Reducing Risk in Hospitals
While hospitals generally have air filtration systems that reduce the spread of infectious diseases, those systems might only be available in certain sections of the hospital. The rate at which COVID-19 spreads has put inordinate strain on hospitals in the most affected cities, where there are more COVID-19 patients than there are infectious isolation rooms. As a result, hospitals have had to convert rooms that were not intended for patients with infectious diseases, and new field hospitals have been established that are not equipped with hospital-level air filtration.

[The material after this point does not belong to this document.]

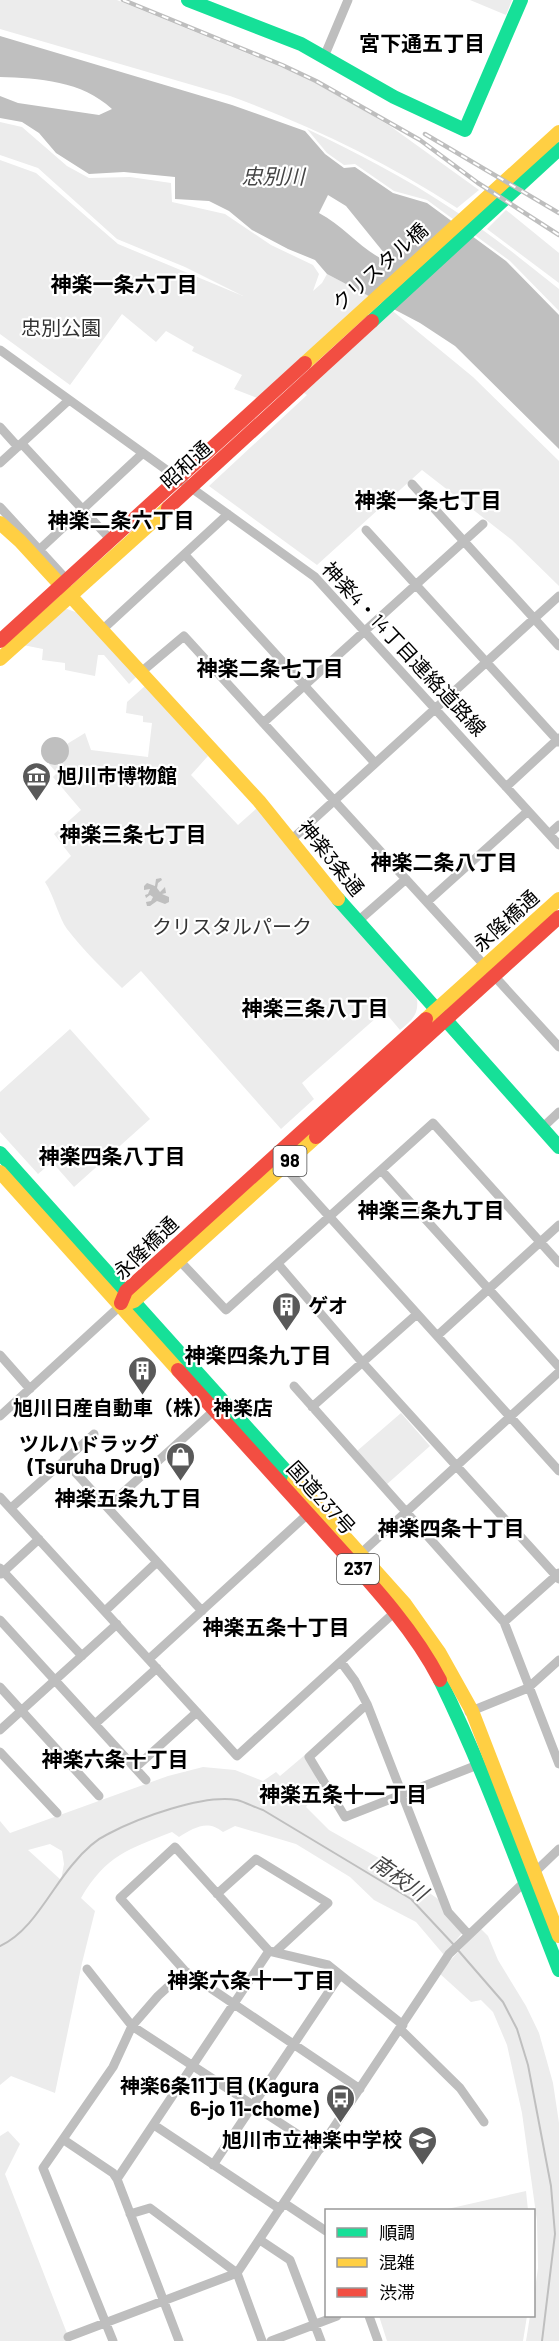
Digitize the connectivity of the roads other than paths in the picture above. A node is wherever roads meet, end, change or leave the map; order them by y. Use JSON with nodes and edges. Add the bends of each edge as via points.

“The Carrier negative air machine fills a significant need in these critical situations when it is necessary to create a negative offset in temporary facilities,” said Mark Schwartz, director of Facilities at the University of Rochester Medical Center, which trialed the machine. “As the number of coronavirus cases continues to grow, facilities must expand their capacity to treat patients in spaces that typically do not have the same air handling capabilities as hospital rooms, which are specifically designed for treating airborne infectious diseases. Solutions from Carrier like the OptiClean are necessary to effectively remove contaminants from the air, create negative pressure within the patient care space while protecting the adjacent areas, and slowing the spread of the disease.”